The over US$130 trillion “of capital committed to net zero” by the Glasgow Financial Alliance for Net Zero proves the point.
This group of banks, fund managers and insurers is led by Mark Carney, former governor of the Bank of England, and has admirable intentions. But its expansive use of statistics is unwise. The COP26 summit in Glasgow has put pressure on business to produce eye-catching proofs of progress in the battle to halt global warming.
A GFANZ press release came up with the goods, hailing “the deployment of this capital . . . through 24 major initiatives”.
Unfortunately, there are problems with that figure of US$130 trillion. First, if it were an investment fund, as some observers wrongly assumed, it would be insanely large.

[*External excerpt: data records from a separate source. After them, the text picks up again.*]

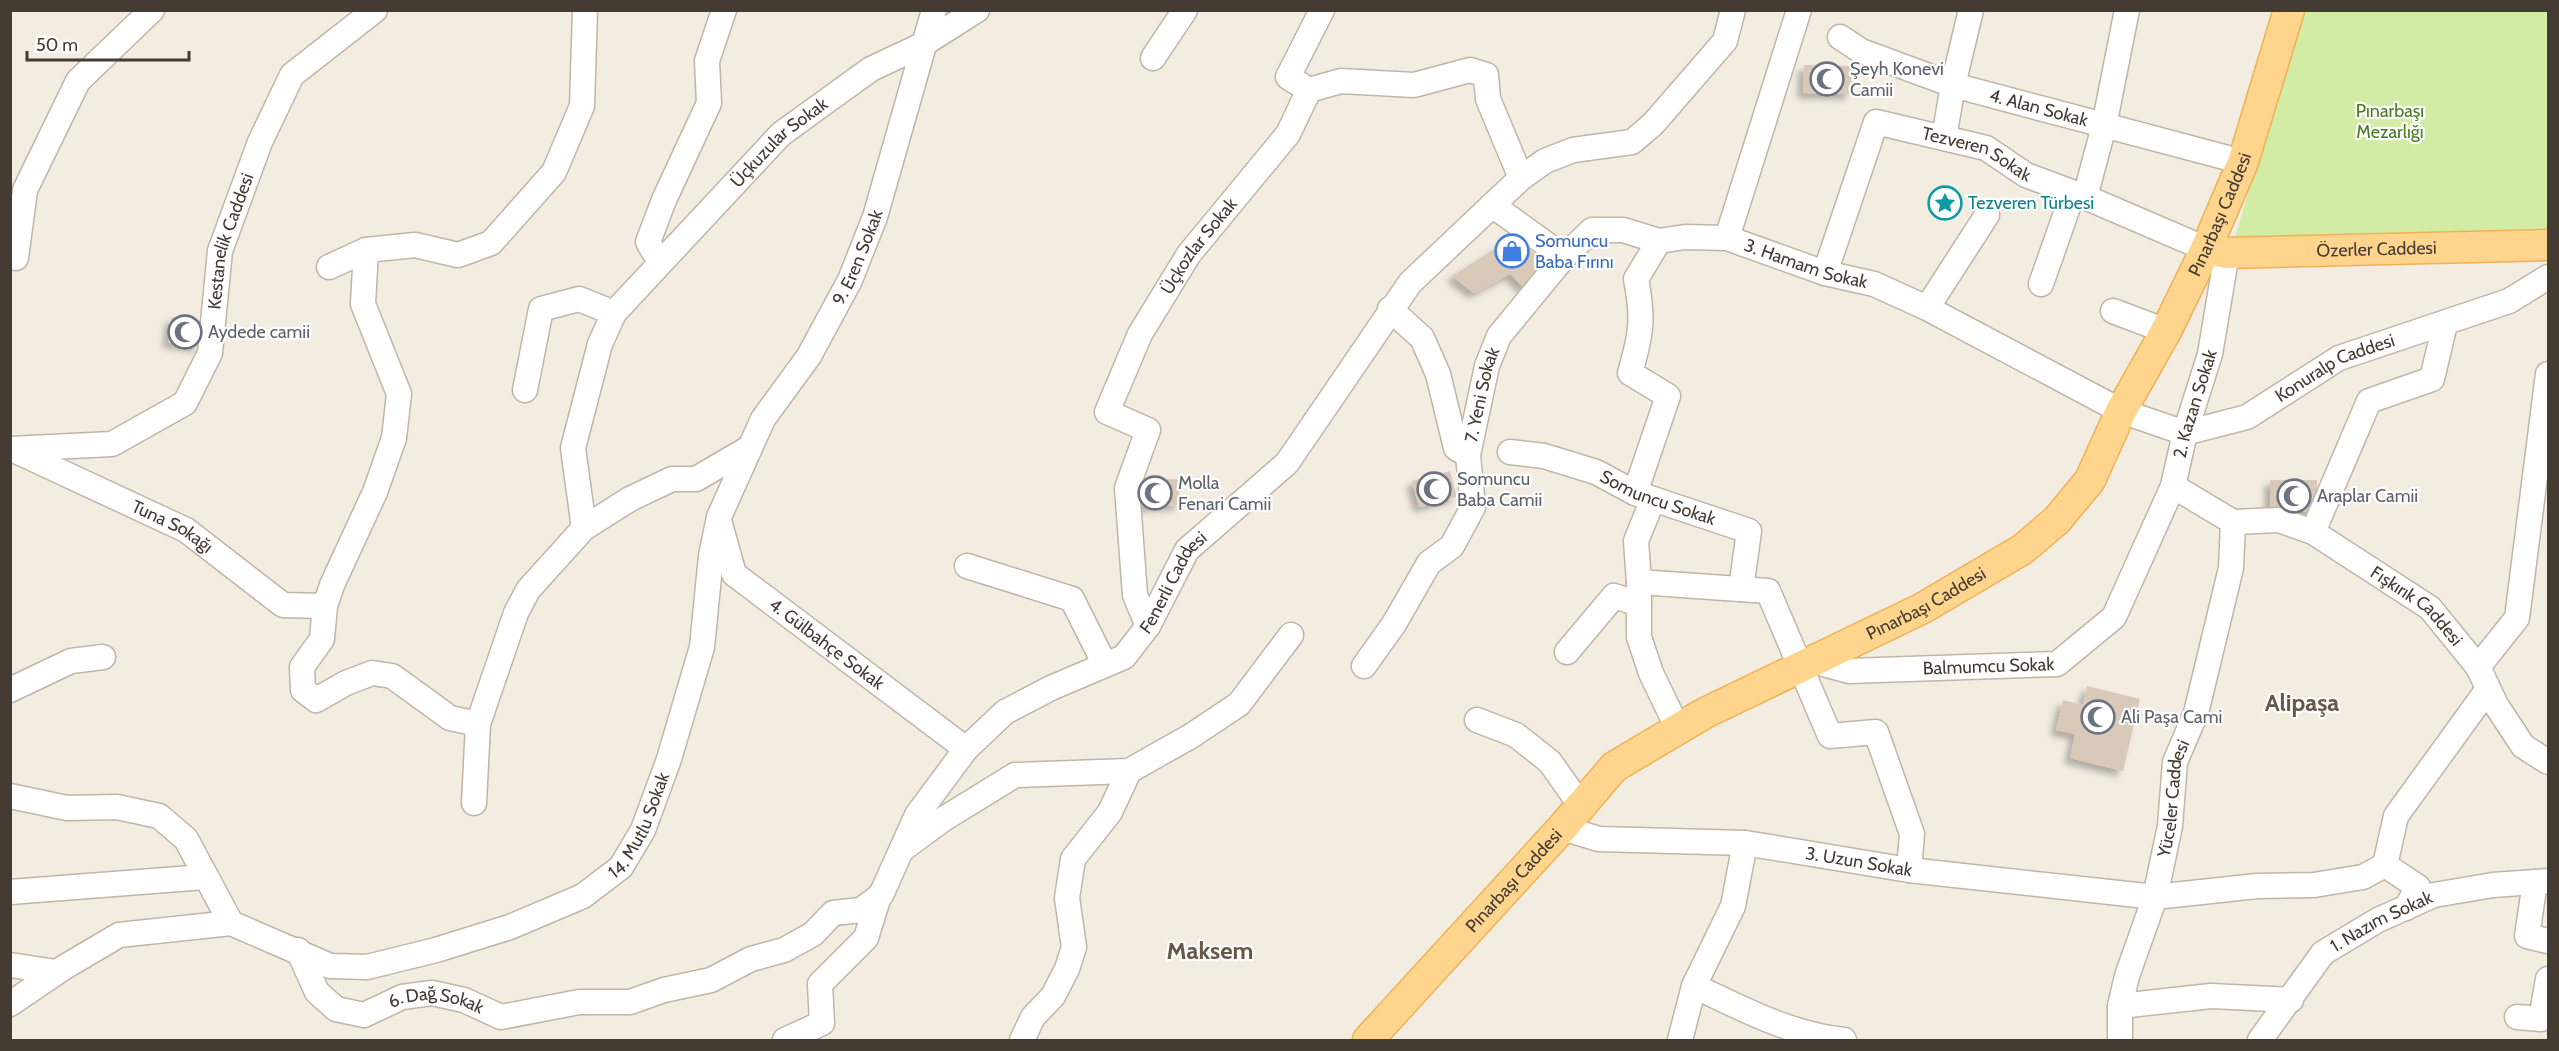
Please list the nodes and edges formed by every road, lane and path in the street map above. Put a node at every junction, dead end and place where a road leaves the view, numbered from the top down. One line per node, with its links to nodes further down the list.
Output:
1 (152, 10): 32 (street)
2 (375, 10): 49 (street, Kestanelik Caddesi)
3 (724, 10): 33 (street)
4 (934, 10): 15 (street, 9. Eren Sokak)
5 (977, 10): 15 (street, Üçkuzular Sokak)
6 (1185, 10): 16 (street)
7 (1322, 10): 18 (street)
8 (1733, 10): 22 (street, Fenerli Caddesi)
9 (1799, 10): 26 (street)
10 (1971, 10): 17 (street)
11 (2127, 10): 19 (street)
12 (2289, 10): 21 (main road, Pınarbaşı Caddesi)
13 (587, 13): 28 (street)
14 (1840, 37): 17 (street, 4. Alan Sokak)
15 (922, 45): 33 (street, Üçkuzular Sokak); 48 (street, 9. Eren Sokak)
16 (1153, 58)
17 (1953, 85): 19 (street, 4. Alan Sokak); 20 (street)
18 (1309, 90): 22 (street); 62 (street, Üçkozlar Sokak)
19 (2104, 126): 21 (street, 4. Alan Sokak); 23 (street)
20 (1944, 138): 23 (street, Tezveren Sokak); 35 (street, Tezveren Sokak)
21 (2243, 162): 29 (main road, Pınarbaşı Caddesi)
22 (1521, 178): 24 (street, Fenerli Caddesi)
23 (2079, 195): 29 (street, Tezveren Sokak); 37 (street)
24 (1492, 205): 31 (street); 39 (street, Fenerli Caddesi)
25 (1987, 215): 38 (street)
26 (1727, 238): 27 (street, 3. Hamam Sokak); 35 (street, 3. Hamam Sokak)
27 (1659, 242): 31 (street, 3. Hamam Sokak); 53 (street)
28 (366, 250): 34 (street); 61 (street)
29 (2216, 251): 30 (main road, Özerler Caddesi); 43 (main road, Pınarbaşı Caddesi); 47 (street, 2. Kazan Sokak)
30 (2546, 252)
31 (1564, 257): 51 (street, 7. Yeni Sokak)
32 (16, 258)
33 (660, 262): 41 (street, Üçkuzular Sokak)
34 (329, 267)
35 (1825, 273): 38 (street, 3. Hamam Sokak)
36 (2548, 277): 42 (street, Konuralp Caddesi)
37 (2041, 285)
38 (1927, 308): 46 (street, 3. Hamam Sokak)
39 (1390, 309): 51 (street); 62 (street, Fenerli Caddesi)
40 (2113, 311): 43 (street)
41 (614, 313): 45 (street); 56 (street, Üçkuzular Sokak)
42 (2445, 324): 47 (street, Konuralp Caddesi); 57 (street)
43 (2166, 331): 46 (main road, Pınarbaşı Caddesi)
44 (2548, 374): 69 (street)
45 (525, 390)
46 (2121, 411): 47 (street); 66 (main road, Pınarbaşı Caddesi)
47 (2185, 433): 52 (street, 2. Kazan Sokak)
48 (749, 448): 54 (street, 14. Mutlu Sokak); 56 (street)
49 (11, 449): 61 (street, Tuna Sokağı)
50 (1510, 452): 53 (street, Somuncu Sokak)
51 (1468, 455): 68 (street, 7. Yeni Sokak)
52 (2173, 486): 55 (street); 66 (street, Balmumcu Sokak)
53 (1644, 496): 59 (street, Somuncu Sokak); 60 (street)
54 (719, 517): 75 (street, 4. Gülbahçe Sokak); 93 (street, 14. Mutlu Sokak)
55 (2233, 522): 57 (street, Fışkırık Caddesi); 89 (street, Yüceler Caddesi)
56 (584, 528): 73 (street)
57 (2313, 532): 69 (street, Fışkırık Caddesi)
58 (967, 566): 67 (street)
59 (1741, 589): 60 (street); 66 (street)
60 (1639, 593): 64 (street); 74 (street)
61 (325, 606): 73 (street)
62 (1148, 626): 67 (street, Fenerli Caddesi)
63 (1291, 635): 77 (street)
64 (1567, 652)
65 (103, 657): 71 (street)
66 (1805, 664): 74 (main road, Pınarbaşı Caddesi); 84 (street)
67 (1105, 665): 75 (street, Fenerli Caddesi)
68 (1364, 666)
69 (2478, 667): 70 (street, Fışkırık Caddesi)
70 (2488, 688): 76 (street, Fışkırık Caddesi); 83 (street)
71 (10, 690)
72 (1477, 720): 80 (street)
73 (478, 724): 79 (street)
74 (1677, 729): 80 (main road, Pınarbaşı Caddesi)
75 (966, 749): 82 (street, Fenerli Caddesi)
76 (2548, 762)
77 (1129, 771): 82 (street); 104 (street)
78 (10, 796): 85 (street)
79 (474, 804)
80 (1572, 817): 81 (street, 3. Uzun Sokak); 105 (main road, Pınarbaşı Caddesi)
81 (1745, 843): 84 (street, 3. Uzun Sokak); 97 (street)
82 (904, 848): 88 (street)
83 (2385, 865): 89 (street, 3. Uzun Sokak); 90 (street)
84 (1909, 870): 89 (street, 3. Uzun Sokak)
85 (205, 877): 87 (street); 91 (street)
86 (2542, 881): 90 (street, 1. Nazım Sokak); 92 (street)
87 (10, 892)
88 (879, 896): 93 (street, 6. Dağ Sokak); 103 (street)
89 (2155, 897): 100 (street, Yüceler Caddesi)
90 (2406, 908): 98 (street, 1. Nazım Sokak)
91 (231, 923): 93 (street); 95 (street)
92 (2548, 941)
93 (298, 950)
94 (10, 965): 95 (street)
95 (56, 972): 99 (street)
96 (2548, 979): 101 (street)
97 (1694, 986): 102 (street); 106 (street)
98 (2291, 1000): 100 (street); 109 (street, 1. Nazım Sokak)
99 (10, 1004)
100 (2120, 1006): 108 (street, Yüceler Caddesi)
101 (2517, 1017)
102 (1818, 1039): 107 (street)
103 (785, 1041)
104 (1022, 1041)
105 (1368, 1041)
106 (1680, 1041)
107 (1844, 1041)
108 (2120, 1041)
109 (2260, 1041)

The financial sector would be committing a sum six times larger than the annual gross domestic product of the U.S. The market capitalization of the world’s stock markets is only about US$120 trillion.
To be fair, if “punching up” text to grab public attention were a crime, many journalists would be doing time alongside PR professionals. GFANZ is happy to explain that US$130 trillion is not ready funds, but total assets managed by member financial institutions.

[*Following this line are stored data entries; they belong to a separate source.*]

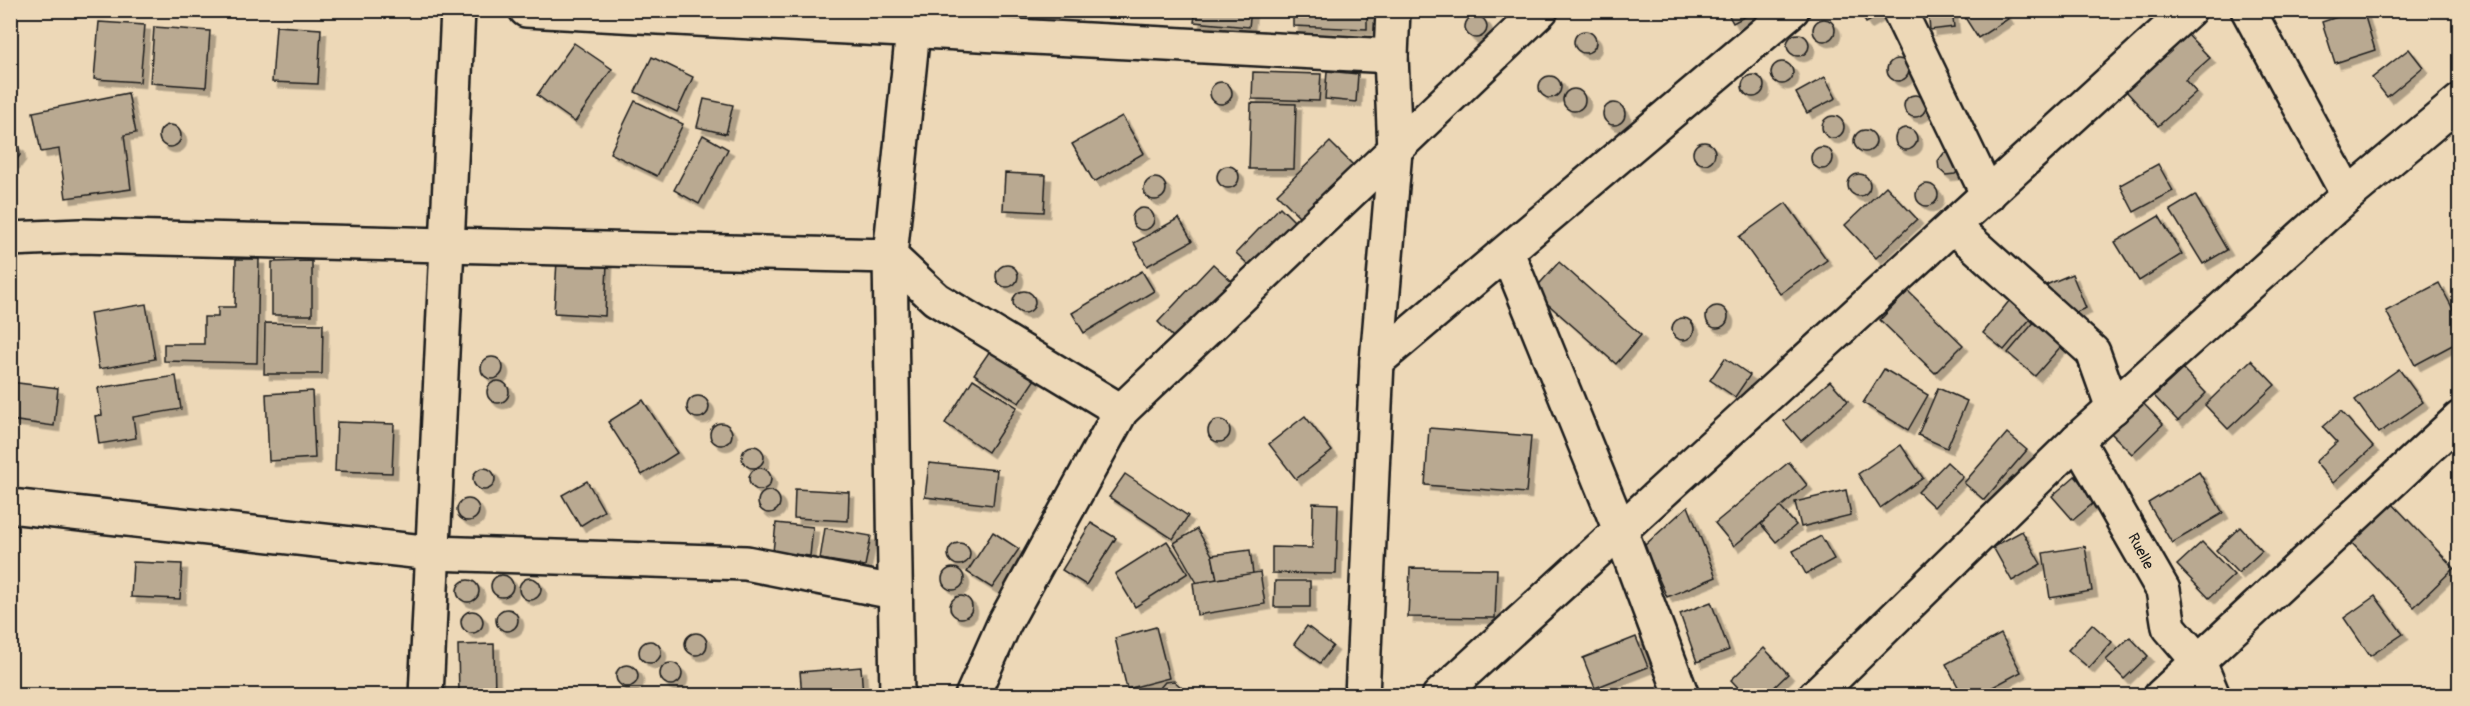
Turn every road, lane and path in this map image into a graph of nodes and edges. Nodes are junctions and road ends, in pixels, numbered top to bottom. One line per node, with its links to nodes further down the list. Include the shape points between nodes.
1 (458, 10): 17 (street)
2 (526, 10): 9 (street)
3 (1393, 10): 10 (street)
4 (1540, 10): 12 (street)
5 (1792, 10): 18 (street)
6 (1899, 10): 13 (street)
7 (2189, 10): 13 (street)
8 (2248, 10): 14 (street)
9 (915, 21): 10 (street); 19 (street)
10 (1391, 56): 12 (street)
11 (2456, 108): 14 (street)
12 (1395, 151): 20 (street); 22 (street)
13 (1988, 195): 15 (street)
14 (2348, 195): 21 (street)
15 (1953, 226): 21 (street, via 2093,352); 26 (street)
16 (10, 239): 17 (street, via 80,236)
17 (447, 245): 19 (street); 27 (street)
18 (1507, 252): 20 (street); 26 (street)
19 (890, 256): 22 (street, via 936,299); 28 (street)
20 (1377, 361): 33 (street)
21 (2113, 408): 24 (street)
22 (1121, 411): 32 (street, via 1004,624)
23 (2460, 418): 29 (street)
24 (2077, 440): 29 (street, Ruelle, via 2163,590 2169,627); 36 (street)
25 (10, 506): 27 (street)
26 (1620, 530): 34 (street); 35 (street)
27 (432, 553): 28 (street, via 746,563); 30 (street)
28 (894, 592): 31 (street)
29 (2199, 662): 37 (street); 38 (street, Ruelle)
30 (426, 696)
31 (897, 696)
32 (972, 696)
33 (1362, 696)
34 (1439, 696)
35 (1682, 696)
36 (1815, 696)
37 (2161, 696)
38 (2212, 696)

These have all committed to setting targets at five-yearly intervals. Those way markers are meant to take them to net zero in their operations and asset bases by 2050, starting in 2030. However, US$130 trillion may still be wrong even as an aggregate of member assets. Banks account for half of the total. And banks habitually count single assets several times through chains of lending.
Economist JK Galbraith, in his book Money, saw through this multiple accounting. Asset managers, the other half of GFANZ’s membership, do something similar when they subcontract specialist fund management to one another. “The implication of this number is that finance is greening the world,” said one skeptical banker. The reality is that carbon transition will require huge state intervention and investment. The risk for GFANZ is that having overpromised, private finance will now under deliver.